— Directions for this task —
Transcribe the following entries letter for letter, without the pictures.

— Data excerpts —
━━━━━━━━━━━━━━━━━━━━━━━━━━━━━━

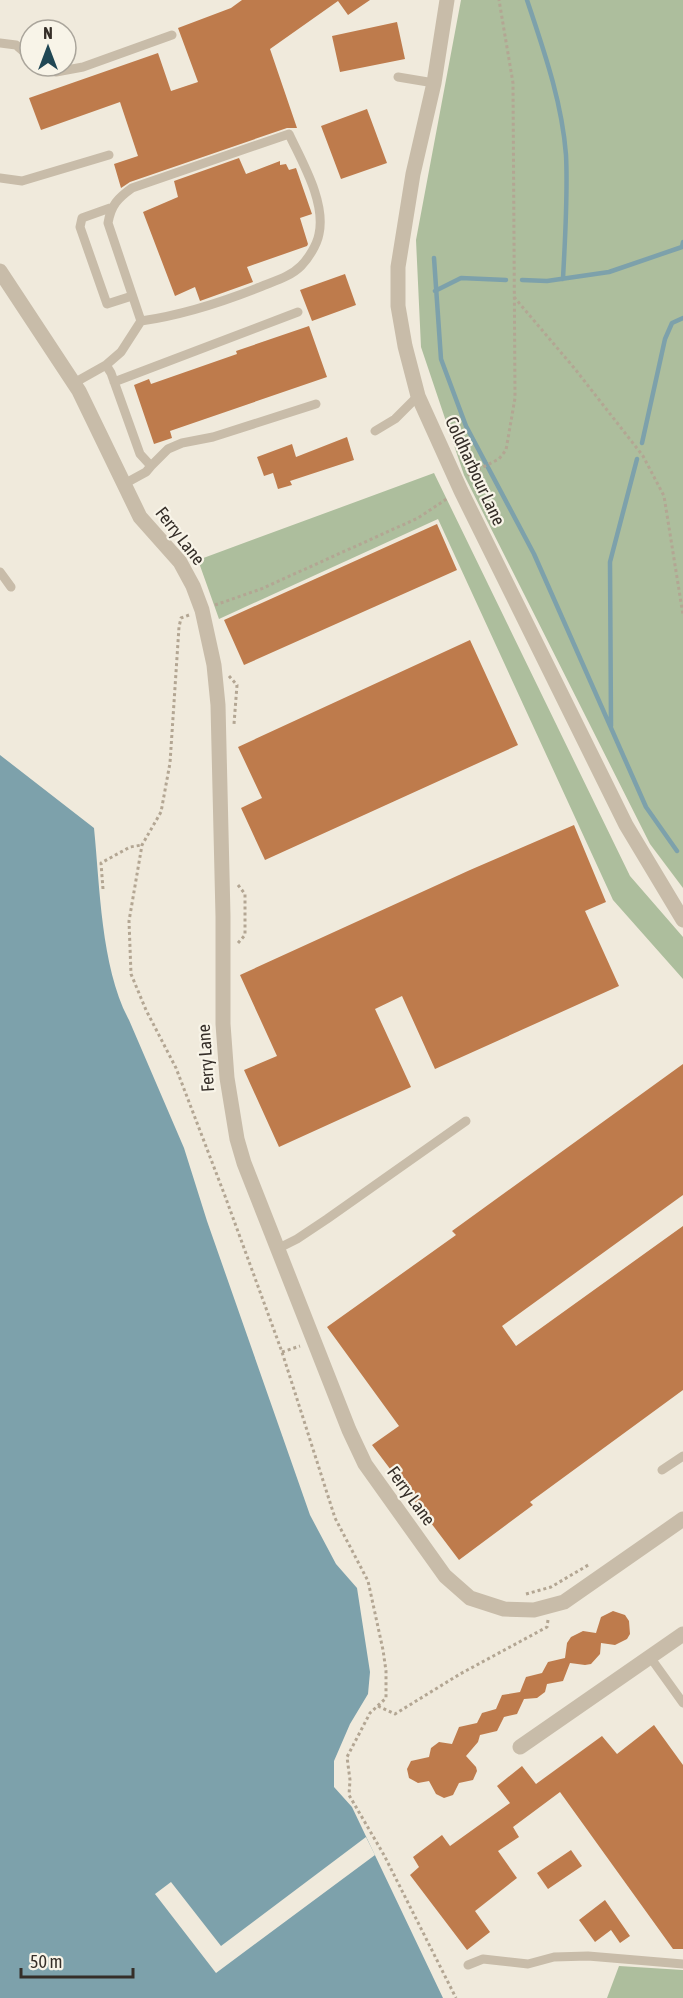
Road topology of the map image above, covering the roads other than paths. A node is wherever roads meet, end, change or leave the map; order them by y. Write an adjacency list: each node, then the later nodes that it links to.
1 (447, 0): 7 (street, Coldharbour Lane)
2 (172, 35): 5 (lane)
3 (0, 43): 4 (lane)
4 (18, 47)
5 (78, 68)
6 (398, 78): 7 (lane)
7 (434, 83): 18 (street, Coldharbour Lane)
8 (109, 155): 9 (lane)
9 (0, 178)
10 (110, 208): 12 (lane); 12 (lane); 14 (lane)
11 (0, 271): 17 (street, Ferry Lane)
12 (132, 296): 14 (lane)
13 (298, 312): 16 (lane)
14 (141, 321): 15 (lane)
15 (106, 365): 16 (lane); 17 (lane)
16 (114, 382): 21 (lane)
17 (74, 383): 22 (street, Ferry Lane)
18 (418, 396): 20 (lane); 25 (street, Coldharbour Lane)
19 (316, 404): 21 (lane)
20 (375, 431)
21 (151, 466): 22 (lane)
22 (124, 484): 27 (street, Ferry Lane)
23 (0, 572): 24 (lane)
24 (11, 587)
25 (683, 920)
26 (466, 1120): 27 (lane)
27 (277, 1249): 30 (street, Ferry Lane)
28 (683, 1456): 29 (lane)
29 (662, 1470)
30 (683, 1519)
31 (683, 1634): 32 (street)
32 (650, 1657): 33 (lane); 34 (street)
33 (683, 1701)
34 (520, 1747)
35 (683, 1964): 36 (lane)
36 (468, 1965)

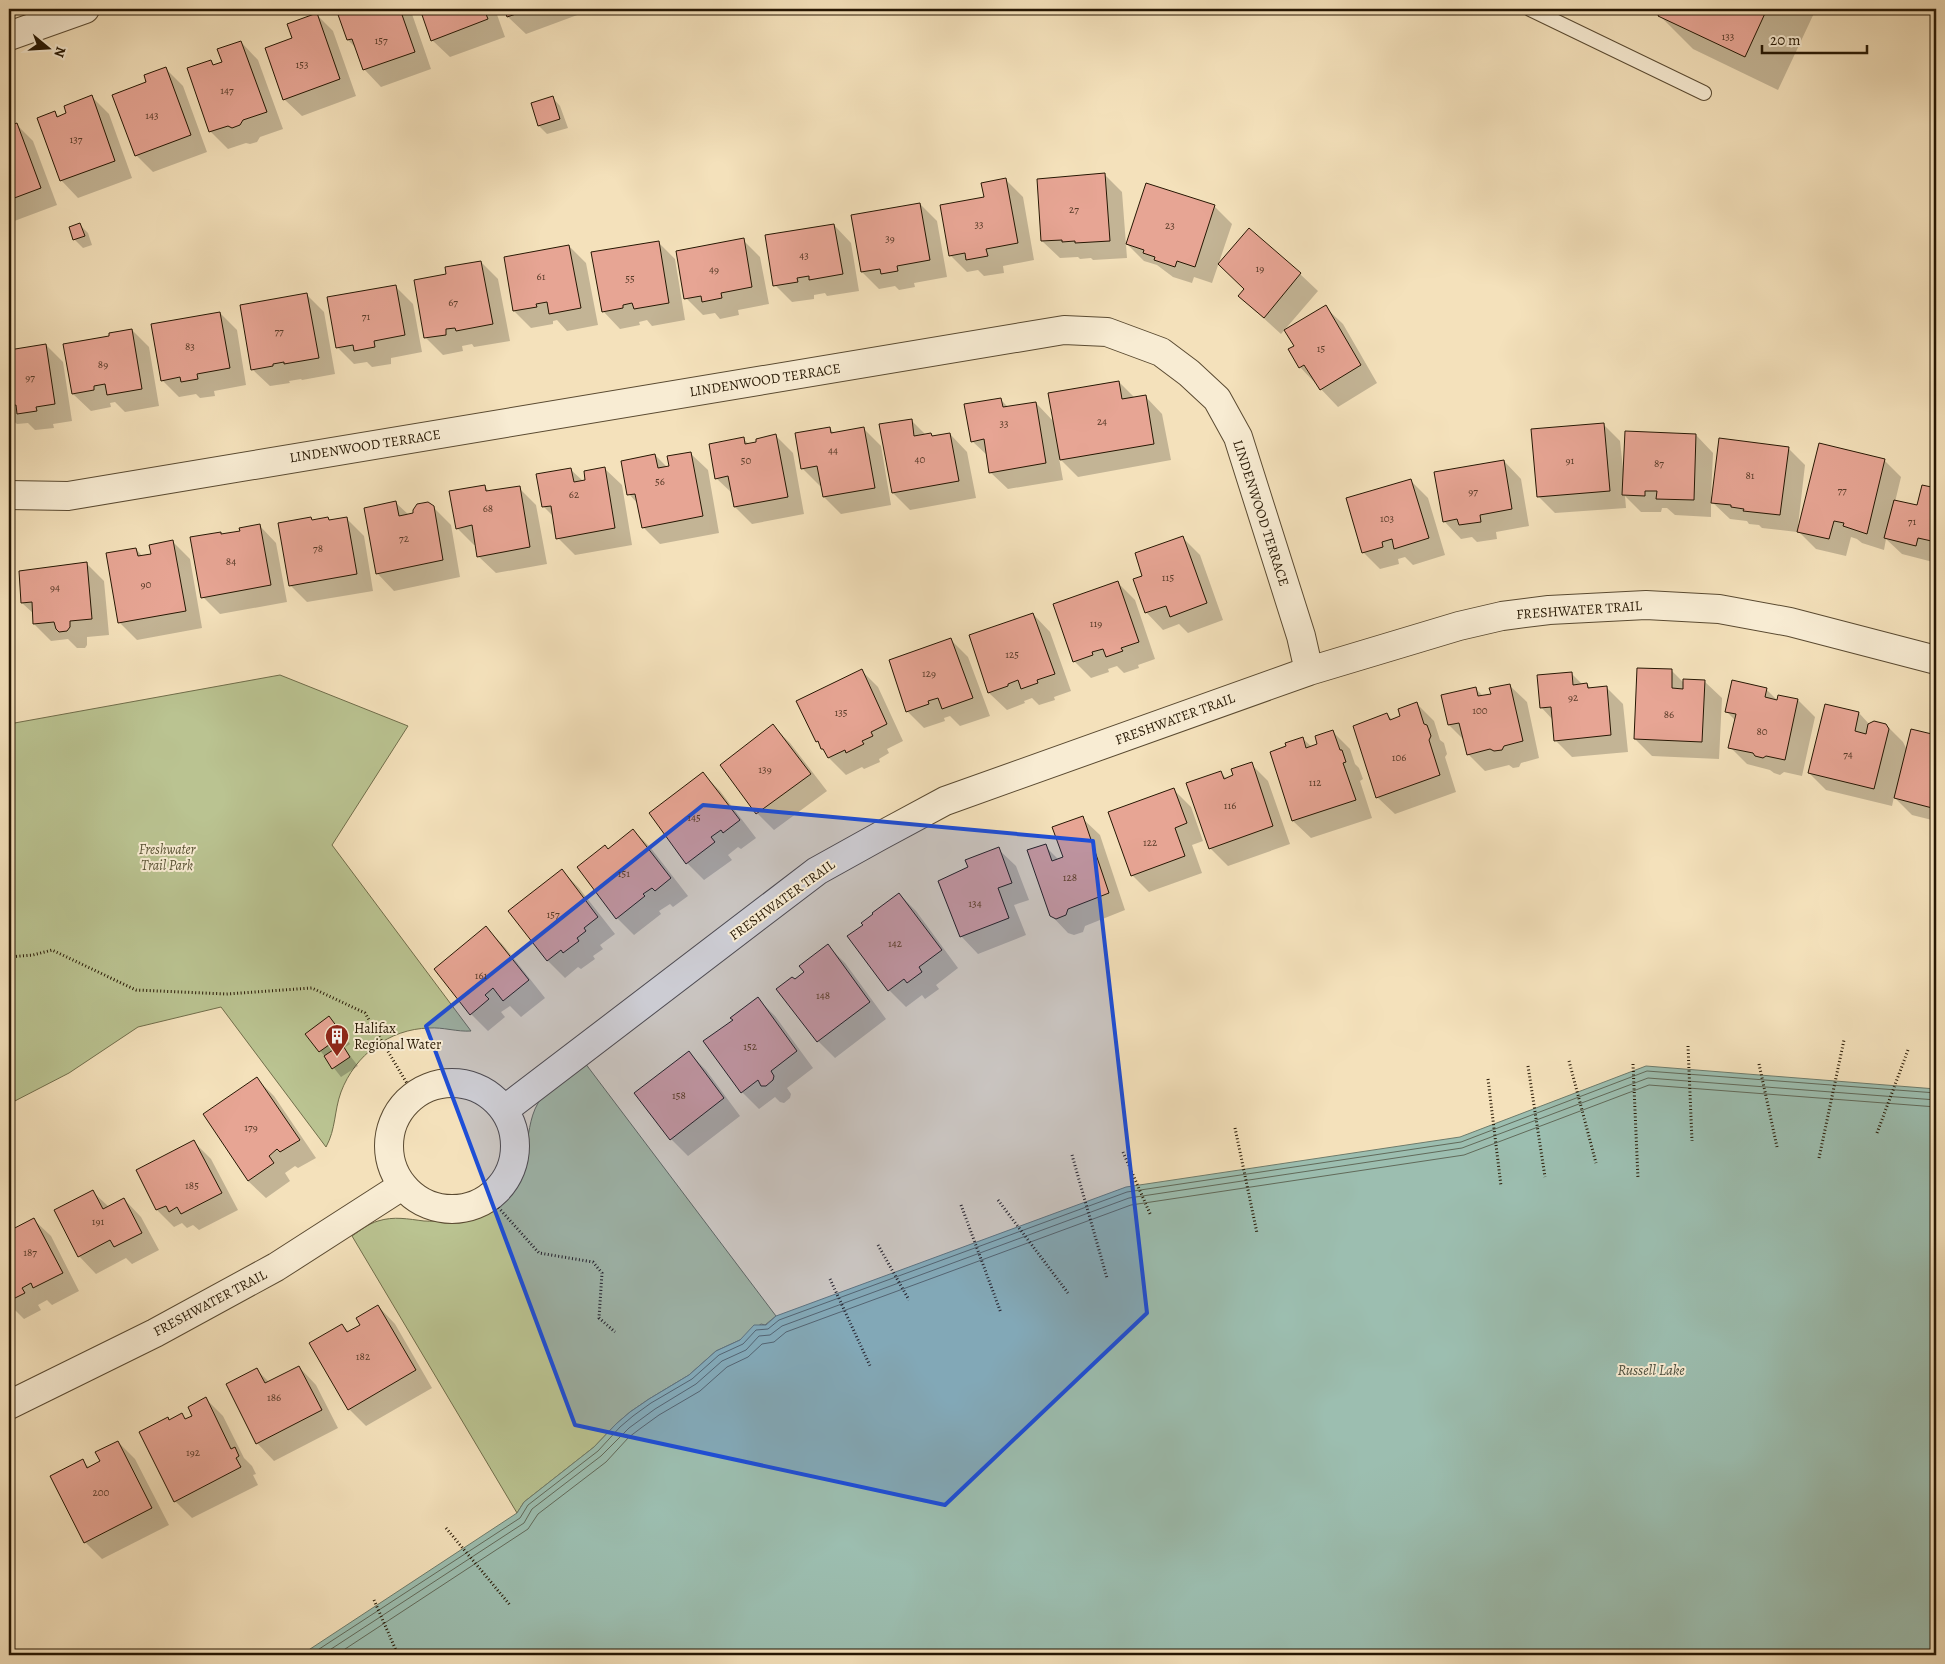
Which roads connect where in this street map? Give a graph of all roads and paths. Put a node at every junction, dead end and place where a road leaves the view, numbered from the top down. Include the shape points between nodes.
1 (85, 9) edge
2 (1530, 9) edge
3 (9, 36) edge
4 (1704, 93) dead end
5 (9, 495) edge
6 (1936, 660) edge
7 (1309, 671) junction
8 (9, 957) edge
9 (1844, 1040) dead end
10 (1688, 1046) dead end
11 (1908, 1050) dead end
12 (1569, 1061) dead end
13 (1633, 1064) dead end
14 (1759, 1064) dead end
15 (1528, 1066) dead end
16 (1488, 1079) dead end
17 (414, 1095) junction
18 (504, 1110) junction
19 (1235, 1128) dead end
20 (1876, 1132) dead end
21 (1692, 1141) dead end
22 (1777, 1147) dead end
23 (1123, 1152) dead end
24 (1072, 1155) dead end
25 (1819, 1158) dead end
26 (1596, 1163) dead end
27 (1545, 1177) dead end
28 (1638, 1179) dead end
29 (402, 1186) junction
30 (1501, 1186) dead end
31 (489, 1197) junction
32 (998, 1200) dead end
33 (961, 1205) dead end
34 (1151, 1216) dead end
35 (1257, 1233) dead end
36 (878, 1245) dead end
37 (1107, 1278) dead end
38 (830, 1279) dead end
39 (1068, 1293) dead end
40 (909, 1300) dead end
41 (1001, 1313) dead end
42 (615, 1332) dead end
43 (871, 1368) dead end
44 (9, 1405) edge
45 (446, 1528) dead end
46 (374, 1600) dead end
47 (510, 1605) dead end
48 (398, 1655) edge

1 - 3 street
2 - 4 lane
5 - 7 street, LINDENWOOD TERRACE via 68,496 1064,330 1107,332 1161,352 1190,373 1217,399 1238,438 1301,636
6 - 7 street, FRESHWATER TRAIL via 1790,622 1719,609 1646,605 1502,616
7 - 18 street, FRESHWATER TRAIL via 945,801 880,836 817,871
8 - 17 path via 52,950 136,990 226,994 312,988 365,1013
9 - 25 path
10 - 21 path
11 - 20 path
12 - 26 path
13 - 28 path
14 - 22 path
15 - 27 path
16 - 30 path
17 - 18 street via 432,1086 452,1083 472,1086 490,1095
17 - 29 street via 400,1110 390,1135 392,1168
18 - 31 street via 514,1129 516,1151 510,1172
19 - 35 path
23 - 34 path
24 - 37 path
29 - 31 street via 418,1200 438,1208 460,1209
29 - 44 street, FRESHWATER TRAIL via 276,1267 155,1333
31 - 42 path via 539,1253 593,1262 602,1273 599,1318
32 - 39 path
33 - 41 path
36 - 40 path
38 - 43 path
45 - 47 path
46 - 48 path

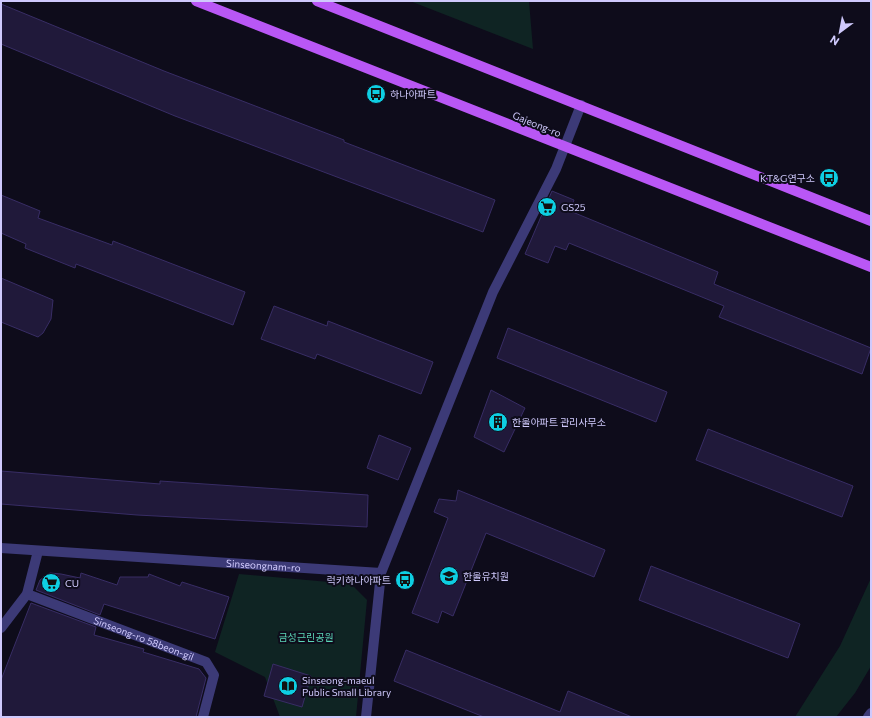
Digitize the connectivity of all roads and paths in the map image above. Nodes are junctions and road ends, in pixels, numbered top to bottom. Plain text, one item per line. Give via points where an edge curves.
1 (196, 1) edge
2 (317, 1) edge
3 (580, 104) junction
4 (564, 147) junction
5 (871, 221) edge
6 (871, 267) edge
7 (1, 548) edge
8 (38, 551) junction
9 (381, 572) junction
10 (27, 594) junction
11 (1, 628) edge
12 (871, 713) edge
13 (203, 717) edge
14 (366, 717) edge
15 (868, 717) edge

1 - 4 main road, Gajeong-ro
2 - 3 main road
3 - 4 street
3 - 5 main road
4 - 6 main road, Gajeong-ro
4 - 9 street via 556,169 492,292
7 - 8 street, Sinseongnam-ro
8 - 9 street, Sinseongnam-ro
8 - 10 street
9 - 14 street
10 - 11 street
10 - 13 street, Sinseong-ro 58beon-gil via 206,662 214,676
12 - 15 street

━━━━━━━━━━━━━━━━━━━━━━━━━━━━━━

— Solution —
Road topology of the map image above, covering the roads other than paths. A node is wherever roads meet, end, change or leave the map; order them by y. Write an adjacency list: each node, then the later nodes that it links to.
1 (447, 0): 7 (street, Coldharbour Lane)
2 (172, 35): 5 (lane)
3 (0, 43): 4 (lane)
4 (18, 47)
5 (78, 68)
6 (398, 78): 7 (lane)
7 (434, 83): 18 (street, Coldharbour Lane)
8 (109, 155): 9 (lane)
9 (0, 178)
10 (110, 208): 12 (lane); 12 (lane); 14 (lane)
11 (0, 271): 17 (street, Ferry Lane)
12 (132, 296): 14 (lane)
13 (298, 312): 16 (lane)
14 (141, 321): 15 (lane)
15 (106, 365): 16 (lane); 17 (lane)
16 (114, 382): 21 (lane)
17 (74, 383): 22 (street, Ferry Lane)
18 (418, 396): 20 (lane); 25 (street, Coldharbour Lane)
19 (316, 404): 21 (lane)
20 (375, 431)
21 (151, 466): 22 (lane)
22 (124, 484): 27 (street, Ferry Lane)
23 (0, 572): 24 (lane)
24 (11, 587)
25 (683, 920)
26 (466, 1120): 27 (lane)
27 (277, 1249): 30 (street, Ferry Lane)
28 (683, 1456): 29 (lane)
29 (662, 1470)
30 (683, 1519)
31 (683, 1634): 32 (street)
32 (650, 1657): 33 (lane); 34 (street)
33 (683, 1701)
34 (520, 1747)
35 (683, 1964): 36 (lane)
36 (468, 1965)

Which roads connect where in this street map? Give a graph of all roads and paths. Put a node at every junction, dead end and place where a road leaves the view, numbered from the top down. Include the shape points between nodes.
1 (85, 9) edge
2 (1530, 9) edge
3 (9, 36) edge
4 (1704, 93) dead end
5 (9, 495) edge
6 (1936, 660) edge
7 (1309, 671) junction
8 (9, 957) edge
9 (1844, 1040) dead end
10 (1688, 1046) dead end
11 (1908, 1050) dead end
12 (1569, 1061) dead end
13 (1633, 1064) dead end
14 (1759, 1064) dead end
15 (1528, 1066) dead end
16 (1488, 1079) dead end
17 (414, 1095) junction
18 (504, 1110) junction
19 (1235, 1128) dead end
20 (1876, 1132) dead end
21 (1692, 1141) dead end
22 (1777, 1147) dead end
23 (1123, 1152) dead end
24 (1072, 1155) dead end
25 (1819, 1158) dead end
26 (1596, 1163) dead end
27 (1545, 1177) dead end
28 (1638, 1179) dead end
29 (402, 1186) junction
30 (1501, 1186) dead end
31 (489, 1197) junction
32 (998, 1200) dead end
33 (961, 1205) dead end
34 (1151, 1216) dead end
35 (1257, 1233) dead end
36 (878, 1245) dead end
37 (1107, 1278) dead end
38 (830, 1279) dead end
39 (1068, 1293) dead end
40 (909, 1300) dead end
41 (1001, 1313) dead end
42 (615, 1332) dead end
43 (871, 1368) dead end
44 (9, 1405) edge
45 (446, 1528) dead end
46 (374, 1600) dead end
47 (510, 1605) dead end
48 (398, 1655) edge

1 - 3 street
2 - 4 lane
5 - 7 street, LINDENWOOD TERRACE via 68,496 1064,330 1107,332 1161,352 1190,373 1217,399 1238,438 1301,636
6 - 7 street, FRESHWATER TRAIL via 1790,622 1719,609 1646,605 1502,616
7 - 18 street, FRESHWATER TRAIL via 945,801 880,836 817,871
8 - 17 path via 52,950 136,990 226,994 312,988 365,1013
9 - 25 path
10 - 21 path
11 - 20 path
12 - 26 path
13 - 28 path
14 - 22 path
15 - 27 path
16 - 30 path
17 - 18 street via 432,1086 452,1083 472,1086 490,1095
17 - 29 street via 400,1110 390,1135 392,1168
18 - 31 street via 514,1129 516,1151 510,1172
19 - 35 path
23 - 34 path
24 - 37 path
29 - 31 street via 418,1200 438,1208 460,1209
29 - 44 street, FRESHWATER TRAIL via 276,1267 155,1333
31 - 42 path via 539,1253 593,1262 602,1273 599,1318
32 - 39 path
33 - 41 path
36 - 40 path
38 - 43 path
45 - 47 path
46 - 48 path

Digitize the connectivity of all roads and paths in the map image above. Nodes are junctions and road ends, in pixels, numbered top to bottom. Plain text, one item per line. Give via points where an edge curves.
1 (196, 1) edge
2 (317, 1) edge
3 (580, 104) junction
4 (564, 147) junction
5 (871, 221) edge
6 (871, 267) edge
7 (1, 548) edge
8 (38, 551) junction
9 (381, 572) junction
10 (27, 594) junction
11 (1, 628) edge
12 (871, 713) edge
13 (203, 717) edge
14 (366, 717) edge
15 (868, 717) edge

1 - 4 main road, Gajeong-ro
2 - 3 main road
3 - 4 street
3 - 5 main road
4 - 6 main road, Gajeong-ro
4 - 9 street via 556,169 492,292
7 - 8 street, Sinseongnam-ro
8 - 9 street, Sinseongnam-ro
8 - 10 street
9 - 14 street
10 - 11 street
10 - 13 street, Sinseong-ro 58beon-gil via 206,662 214,676
12 - 15 street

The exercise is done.